[Stored items]
◆ ◆ ◆ ◆

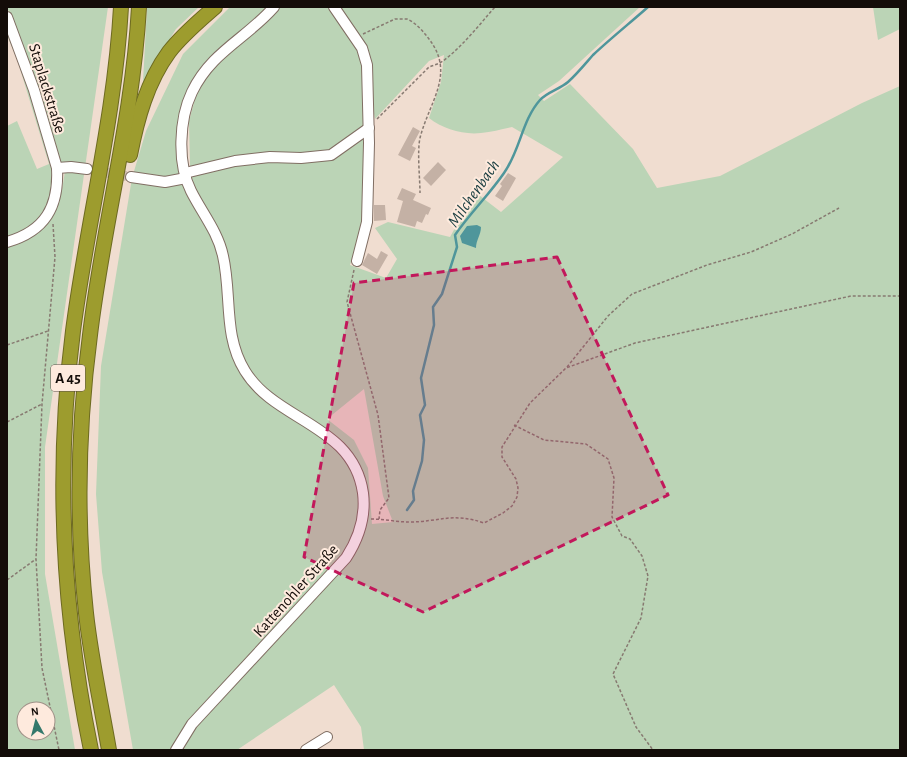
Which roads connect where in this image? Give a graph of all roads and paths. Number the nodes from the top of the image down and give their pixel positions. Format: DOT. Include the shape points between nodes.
graph roads {
  1 [pos="121,7"];
  2 [pos="139,7"];
  3 [pos="215,7"];
  4 [pos="274,7"];
  5 [pos="334,7"];
  6 [pos="495,7"];
  7 [pos="7,17"];
  8 [pos="354,36"];
  9 [pos="442,63"];
  10 [pos="370,128"];
  11 [pos="57,168"];
  12 [pos="87,169"];
  13 [pos="186,176"];
  14 [pos="131,177"];
  15 [pos="420,193"];
  16 [pos="113,197"];
  17 [pos="839,208"];
  18 [pos="47,215"];
  19 [pos="7,242"];
  20 [pos="357,261"];
  21 [pos="900,296"];
  22 [pos="48,331"];
  23 [pos="7,345"];
  24 [pos="566,368"];
  25 [pos="42,404"];
  26 [pos="7,422"];
  27 [pos="514,425"];
  28 [pos="36,559"];
  29 [pos="7,580"];
  30 [pos="327,737"];
  31 [pos="59,750"];
  32 [pos="91,750"];
  33 [pos="109,750"];
  34 [pos="176,750"];
  35 [pos="306,750"];
  36 [pos="653,750"];
  1 -- 32 [label="highway, A 45" via="110,111 73,330 64,428 62,507 68,614 79,693"];
  2 -- 16 [label="highway, A 45" via="130,100"];
  3 -- 16 [label="highway" via="191,28 160,66 139,117 124,183"];
  4 -- 13 [label="street, Kattenohler Straße" via="222,51 197,81 183,121 182,146"];
  5 -- 8 [label="street"];
  6 -- 9 [label="path"];
  7 -- 11 [label="street, Staplackstraße" via="34,90"];
  8 -- 9 [label="path" via="367,33 395,19 407,19 425,32"];
  8 -- 10 [label="street" via="362,48 367,66"];
  9 -- 10 [label="path" via="429,67"];
  9 -- 15 [label="path" via="440,82 420,140"];
  10 -- 13 [label="street" via="332,155 301,158 270,156 236,161"];
  10 -- 20 [label="street" via="367,222"];
  11 -- 12 [label="street"];
  11 -- 18 [label="street, Staplackstraße" via="55,197"];
  13 -- 14 [label="street" via="165,182"];
  13 -- 34 [label="street, Kattenohler Straße" via="190,190 220,244 226,272 232,339 239,362 250,380 263,393 326,434 344,451 358,473 364,507 357,539 346,558 192,724"];
  16 -- 33 [label="highway, A 45" via="90,332 80,466 80,525 86,612"];
  17 -- 24 [label="path" via="792,234 751,252 632,294 608,316"];
  18 -- 19 [label="street, Staplackstraße" via="34,230"];
  18 -- 22 [label="path" via="52,224 55,257"];
  20 -- 27 [label="path" via="347,302 378,415 388,498 380,510 379,519 410,522 449,517 484,523 503,514 517,497 516,479 502,457 502,447"];
  21 -- 24 [label="path" via="851,296 635,343"];
  22 -- 23 [label="path"];
  22 -- 25 [label="path"];
  24 -- 27 [label="path" via="530,403"];
  25 -- 26 [label="path"];
  25 -- 28 [label="path"];
  27 -- 36 [label="path" via="544,440 586,444 608,459 614,478 612,517 622,536 630,539 642,556 648,576 641,618 613,674 636,727"];
  28 -- 29 [label="path"];
  28 -- 31 [label="path" via="42,668"];
  30 -- 35 [label="street"];
}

◆ ◆ ◆ ◆

Action item:
Without the pictures, write out every entry exactly as it appears.

Response to this exercise:
Which roads connect where in this image? Give a graph of all roads and paths. Number the nodes from the top of the image down and give their pixel positions. Format: DOT. Include the shape points between nodes.
graph roads {
  1 [pos="121,7"];
  2 [pos="139,7"];
  3 [pos="215,7"];
  4 [pos="274,7"];
  5 [pos="334,7"];
  6 [pos="495,7"];
  7 [pos="7,17"];
  8 [pos="354,36"];
  9 [pos="442,63"];
  10 [pos="370,128"];
  11 [pos="57,168"];
  12 [pos="87,169"];
  13 [pos="186,176"];
  14 [pos="131,177"];
  15 [pos="420,193"];
  16 [pos="113,197"];
  17 [pos="839,208"];
  18 [pos="47,215"];
  19 [pos="7,242"];
  20 [pos="357,261"];
  21 [pos="900,296"];
  22 [pos="48,331"];
  23 [pos="7,345"];
  24 [pos="566,368"];
  25 [pos="42,404"];
  26 [pos="7,422"];
  27 [pos="514,425"];
  28 [pos="36,559"];
  29 [pos="7,580"];
  30 [pos="327,737"];
  31 [pos="59,750"];
  32 [pos="91,750"];
  33 [pos="109,750"];
  34 [pos="176,750"];
  35 [pos="306,750"];
  36 [pos="653,750"];
  1 -- 32 [label="highway, A 45" via="110,111 73,330 64,428 62,507 68,614 79,693"];
  2 -- 16 [label="highway, A 45" via="130,100"];
  3 -- 16 [label="highway" via="191,28 160,66 139,117 124,183"];
  4 -- 13 [label="street, Kattenohler Straße" via="222,51 197,81 183,121 182,146"];
  5 -- 8 [label="street"];
  6 -- 9 [label="path"];
  7 -- 11 [label="street, Staplackstraße" via="34,90"];
  8 -- 9 [label="path" via="367,33 395,19 407,19 425,32"];
  8 -- 10 [label="street" via="362,48 367,66"];
  9 -- 10 [label="path" via="429,67"];
  9 -- 15 [label="path" via="440,82 420,140"];
  10 -- 13 [label="street" via="332,155 301,158 270,156 236,161"];
  10 -- 20 [label="street" via="367,222"];
  11 -- 12 [label="street"];
  11 -- 18 [label="street, Staplackstraße" via="55,197"];
  13 -- 14 [label="street" via="165,182"];
  13 -- 34 [label="street, Kattenohler Straße" via="190,190 220,244 226,272 232,339 239,362 250,380 263,393 326,434 344,451 358,473 364,507 357,539 346,558 192,724"];
  16 -- 33 [label="highway, A 45" via="90,332 80,466 80,525 86,612"];
  17 -- 24 [label="path" via="792,234 751,252 632,294 608,316"];
  18 -- 19 [label="street, Staplackstraße" via="34,230"];
  18 -- 22 [label="path" via="52,224 55,257"];
  20 -- 27 [label="path" via="347,302 378,415 388,498 380,510 379,519 410,522 449,517 484,523 503,514 517,497 516,479 502,457 502,447"];
  21 -- 24 [label="path" via="851,296 635,343"];
  22 -- 23 [label="path"];
  22 -- 25 [label="path"];
  24 -- 27 [label="path" via="530,403"];
  25 -- 26 [label="path"];
  25 -- 28 [label="path"];
  27 -- 36 [label="path" via="544,440 586,444 608,459 614,478 612,517 622,536 630,539 642,556 648,576 641,618 613,674 636,727"];
  28 -- 29 [label="path"];
  28 -- 31 [label="path" via="42,668"];
  30 -- 35 [label="street"];
}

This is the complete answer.